Elle est encore là ! Cela fait bientôt deux mois qu’elle vient, elle regarde la grande horloge de la mairie. Les yeux dans le vague, un léger tremblement par instant, la tête un peu penchée sur le côté. Elle est assise sur le banc en bois bleu. Il y en a des verts pourtant elle choisit toujours celui-ci.
Couleur du ciel, de la mer, de ses yeux. Seulement l’azur de ses yeux est parfois traversé d’un éclat gris, gris de douleur.

Tandis que le bleuté du banc est rehaussé par des teintes roses. Elle porte un pantalon de velours rose pâle. Il met ses formes en valeurs. Un petit débardeur de coloration plus soutenue lui embellit le teint. Je sais, par indiscrétion, qu’il s’agit d’un débardeur ! Lorsqu’elle se penche un peu, j’en aperçois la fine bretelle sur sa peau blanche. Par-dessus, elle porte un gilet. Un gilet rose, aussi, évidemment. Il est court et retenu devant par une broche ornée de petits brillants aux diverses teintes.

Je la vois porter le même ensemble depuis que je la connais. Enfin depuis que je l’observe plutôt. Etrangement, j’ai la sensation de la connaître depuis toujours.

Je m’assois en face d’elle. Elle ne me voit pas. Je dois vraiment être insignifiant comparé à ses multiples pensées. Oui, elle pense beaucoup. Je le sais, je le vois grâce à ses gestes. D’ailleurs en ce moment elle pense à une chose heureuse. La nuit vient de tomber dans ses yeux. Oh ! Non, non ils ne sont pas sombres pour autant ; il y brille en fait une multitude d’étoiles. Spectacle magnifique. Si le ciel s’assombrissait, son regard éclairerait la terre.

Et puis cette esquisse de sourire sur ses lèvres. Adorablement fin, subtil, discret. Tel la douceur d’une aurore au printemps. A l’instant où la nuit s’efface pour faire place au jour. Ses lèvres s’entrouvrent, sa langue vient délicatement les humidifier.
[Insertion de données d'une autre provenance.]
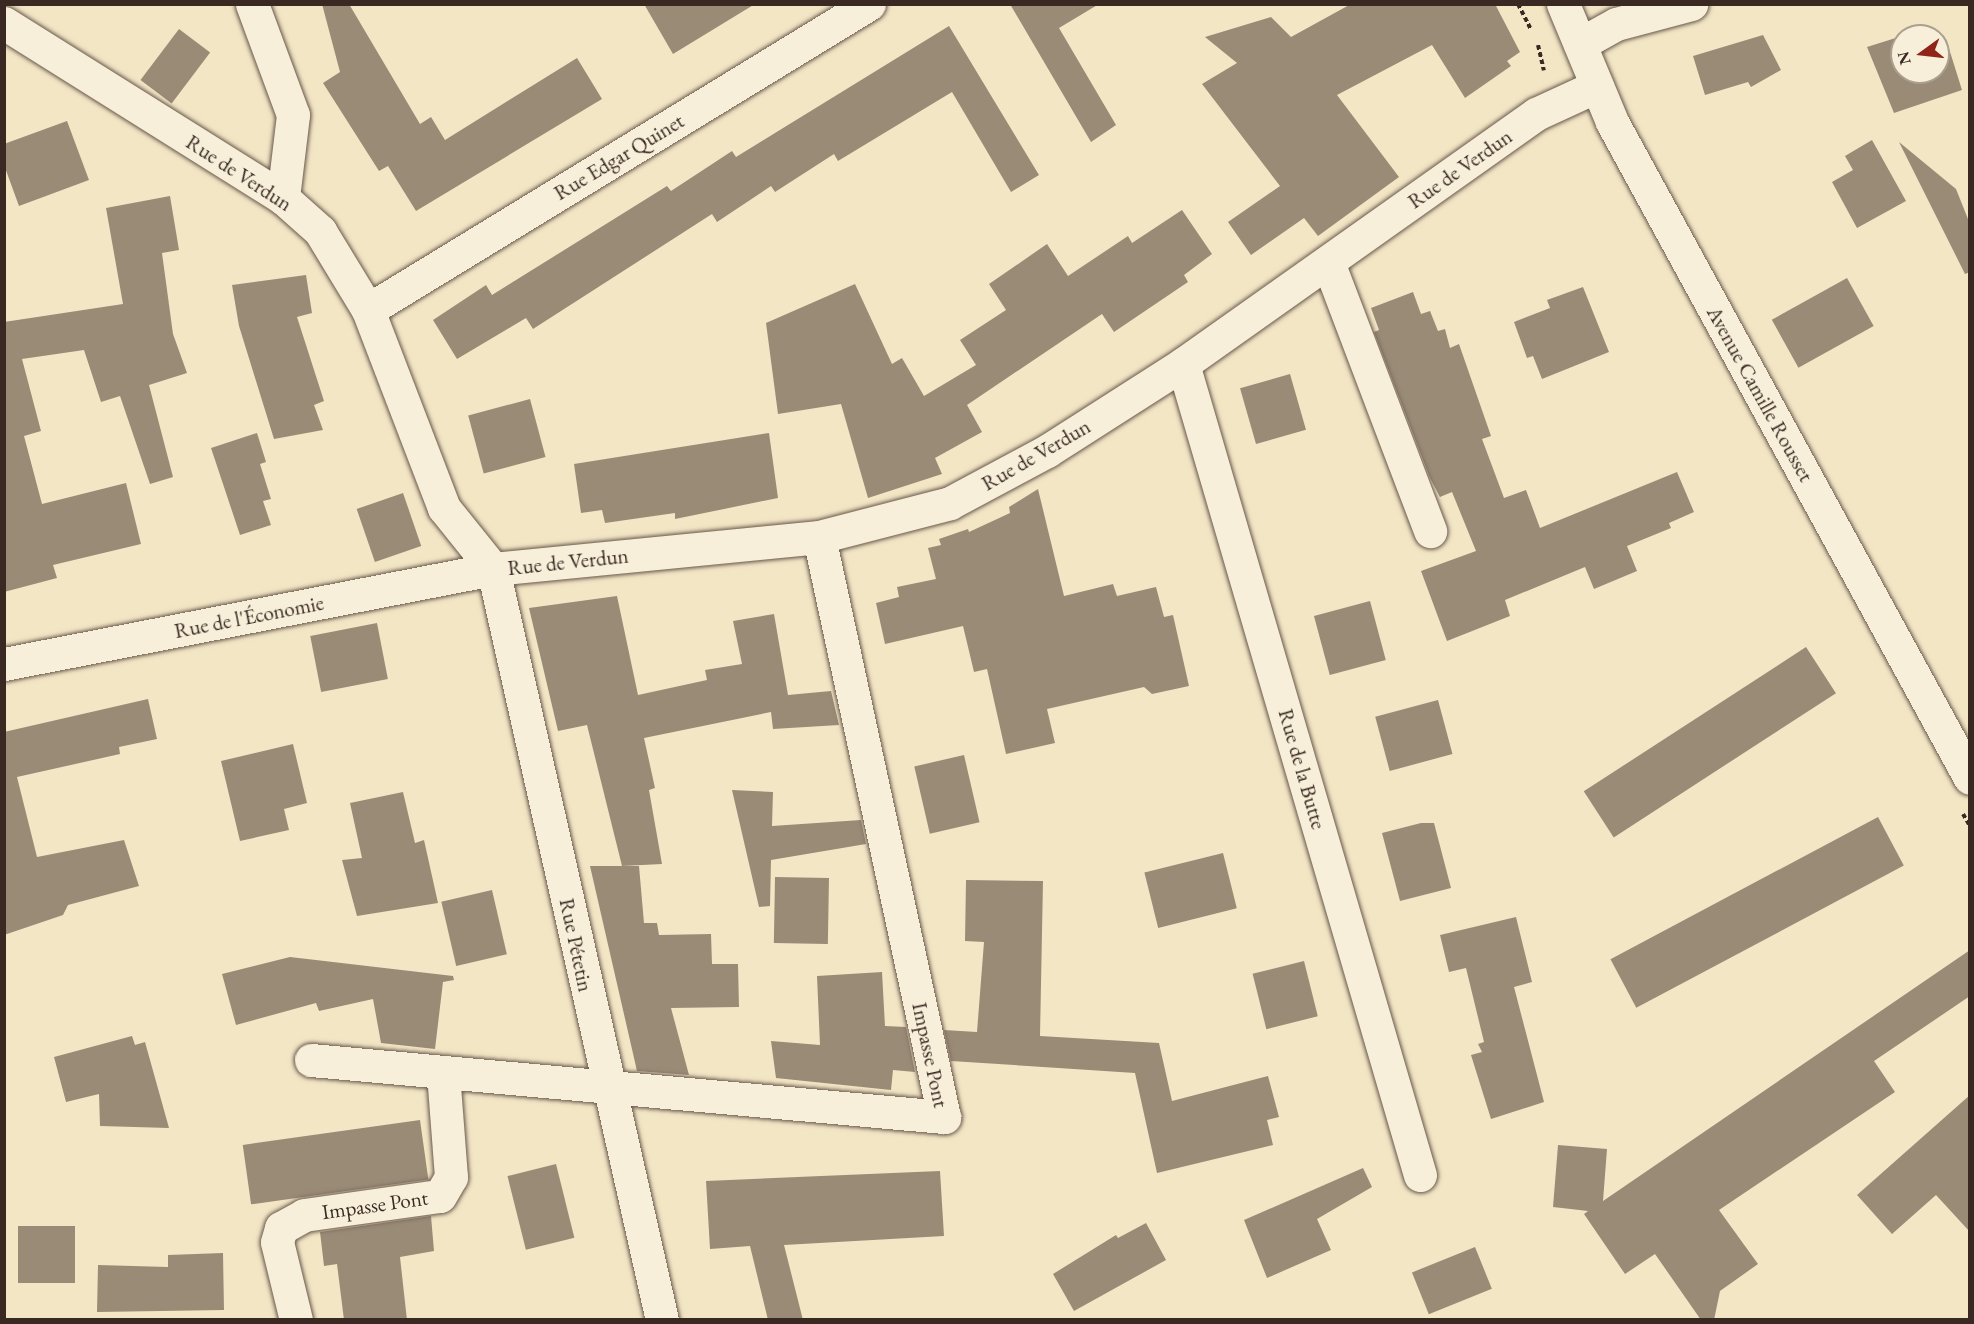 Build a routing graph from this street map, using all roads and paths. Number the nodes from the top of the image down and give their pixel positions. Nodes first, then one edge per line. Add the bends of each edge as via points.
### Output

Je resterais des heures à la regarder, d’ailleurs je reste des heures à la regarder. Elle m’obsède, elle hante mon esprit.

Elle se lève. Elle marche doucement, je me prends à rêver qu’elle vole tant ses pas sont légers. Ses cheveux châtains, balayés de temps à autre par la brise, viennent glisser dans son cou. Elle s’arrête près de moi. Mon cœur bat à tout rompre. Je peux désormais distinguer chacun de ses traits. Les effluves fruités de son parfum viennent me submerger l’esprit et le corps. Elle lève le visage vers le ciel, ferme les yeux. Sa poitrine se soulève au gré de sa respiration, je sais à cet instant que son inspiration est profonde. Son sourire s’efface, la douleur s’installe. Les bras le long de son corps, ses poings se ferment. Elle reste ainsi quelques instants. Je ne sais à quoi elle pense mais je ressens sa tristesse au fond de moi. Mon cœur se serre.

Elle redresse la tête, rouvre ses yeux. Je constate que les étoiles en sont parties pour faire place au voile des larmes retenues. J’aimerais savoir où ses pensées vont se perdre. J’aimerais savoir ce qui la fait passer du sourire aux larmes. J’aimerais, mais ce n’est qu’un souhait, un souhait irréalisable !


Elle s’agenouille, sa main effleure l’herbe dans une douce caresse. Je devine que dans son esprit elle frôle autre chose. Elle est toujours près de moi, si près, trop près ! Mon souffle est court et saccadé, j’espère qu’elle n’en ressent rien. Non, de toute façon je crois qu’elle est dans son monde, à des années lumières du mien et de cet instant.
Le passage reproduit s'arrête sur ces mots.